Among the entries, how many lines hold the word "paths"? Respond with that number only.
BEGIN Available data
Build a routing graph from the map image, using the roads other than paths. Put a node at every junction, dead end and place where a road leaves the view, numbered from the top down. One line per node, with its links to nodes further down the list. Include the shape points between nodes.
END Available data
BEGIN Available data
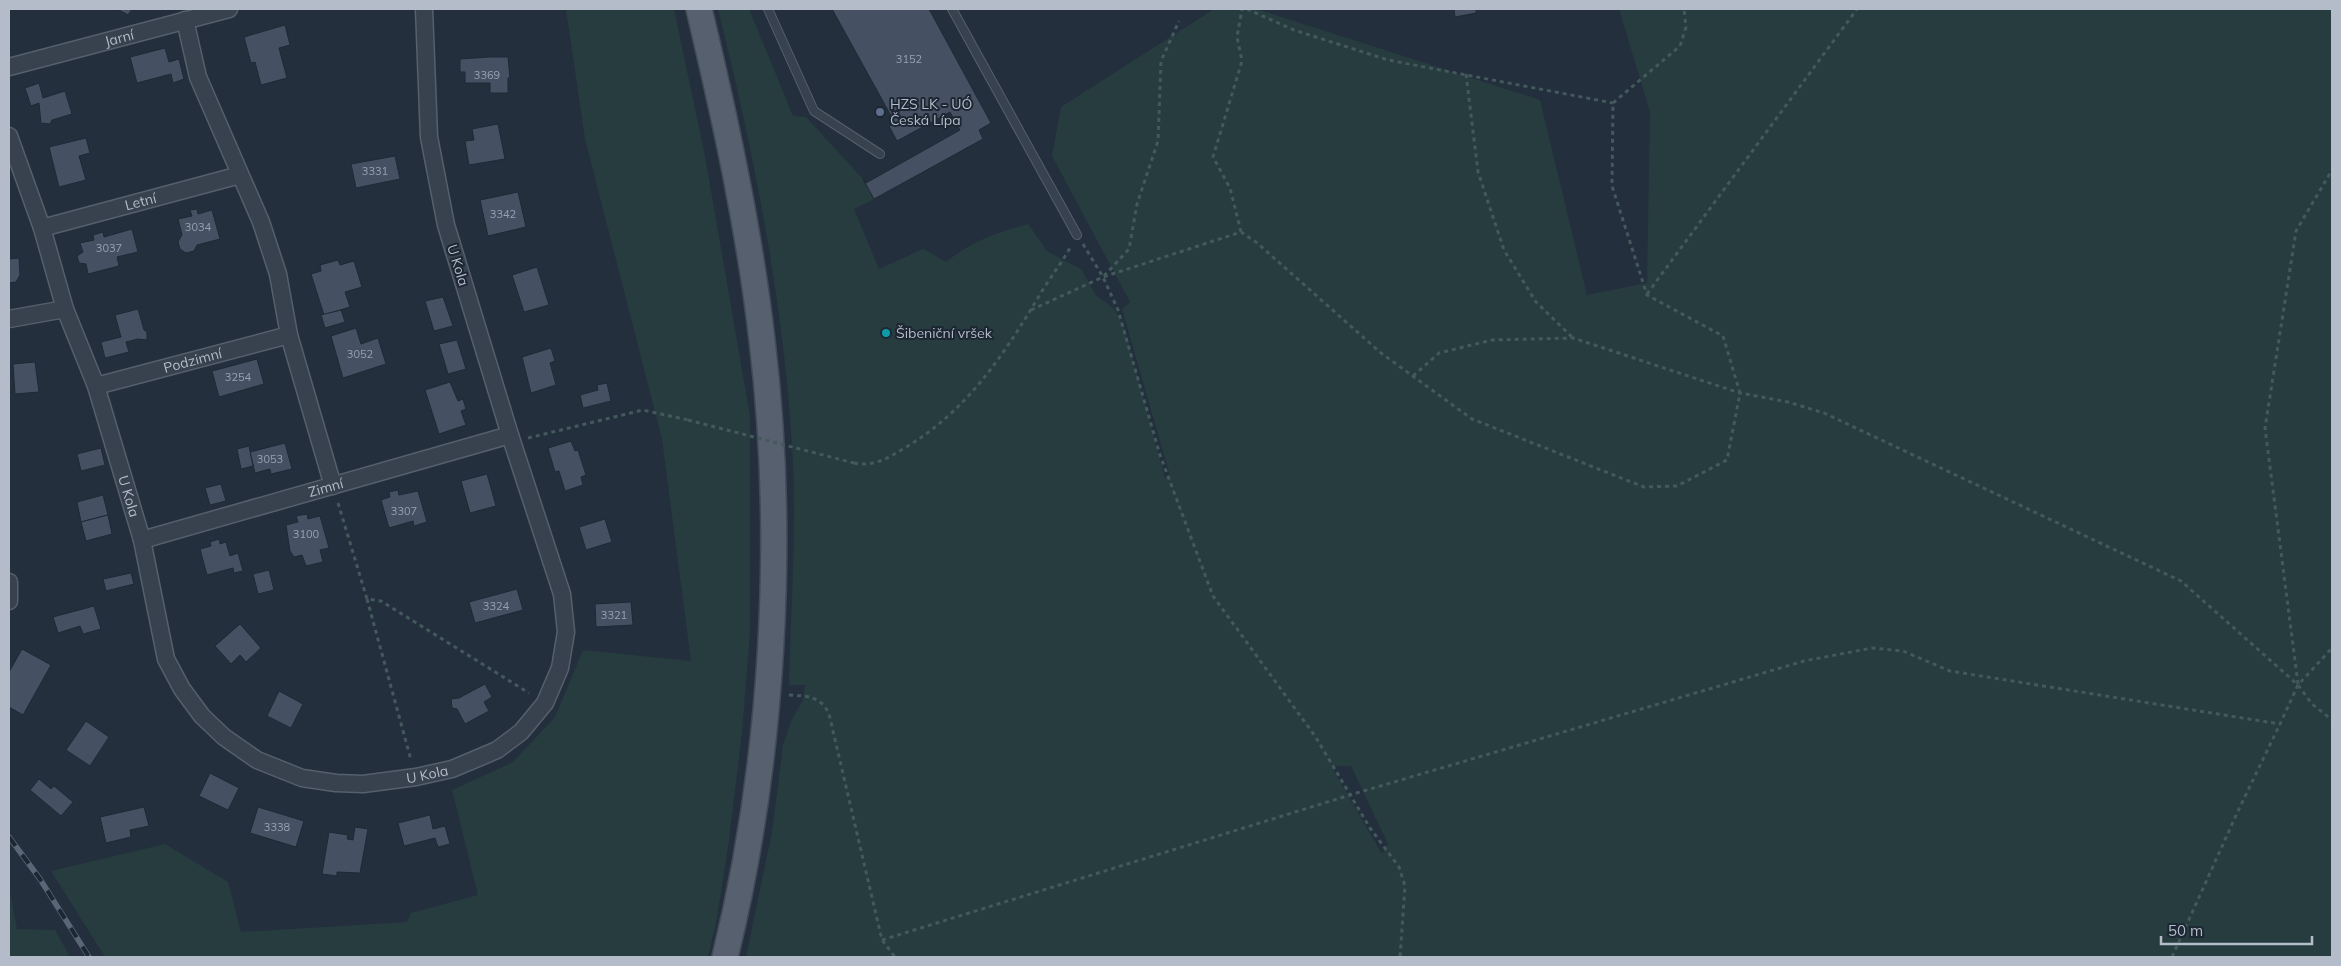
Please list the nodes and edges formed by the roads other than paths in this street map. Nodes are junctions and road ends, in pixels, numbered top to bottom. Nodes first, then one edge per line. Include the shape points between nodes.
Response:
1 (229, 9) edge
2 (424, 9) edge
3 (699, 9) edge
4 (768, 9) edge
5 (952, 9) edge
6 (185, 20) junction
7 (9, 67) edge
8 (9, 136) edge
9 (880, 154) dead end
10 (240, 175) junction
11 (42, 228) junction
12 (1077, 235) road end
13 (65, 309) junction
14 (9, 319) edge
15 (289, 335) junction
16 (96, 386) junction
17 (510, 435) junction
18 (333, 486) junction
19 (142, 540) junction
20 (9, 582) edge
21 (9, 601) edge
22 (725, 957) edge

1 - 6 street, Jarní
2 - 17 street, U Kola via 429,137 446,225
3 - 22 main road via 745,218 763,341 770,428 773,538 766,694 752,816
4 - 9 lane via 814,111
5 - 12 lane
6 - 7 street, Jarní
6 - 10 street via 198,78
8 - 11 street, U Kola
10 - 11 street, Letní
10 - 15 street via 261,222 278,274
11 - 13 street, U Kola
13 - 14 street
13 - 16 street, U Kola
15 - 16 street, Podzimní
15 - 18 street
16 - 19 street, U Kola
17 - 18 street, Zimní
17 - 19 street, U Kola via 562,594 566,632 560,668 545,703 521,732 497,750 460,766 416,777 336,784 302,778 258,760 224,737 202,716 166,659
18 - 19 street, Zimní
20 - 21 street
END Available data
Response to this exercise. 2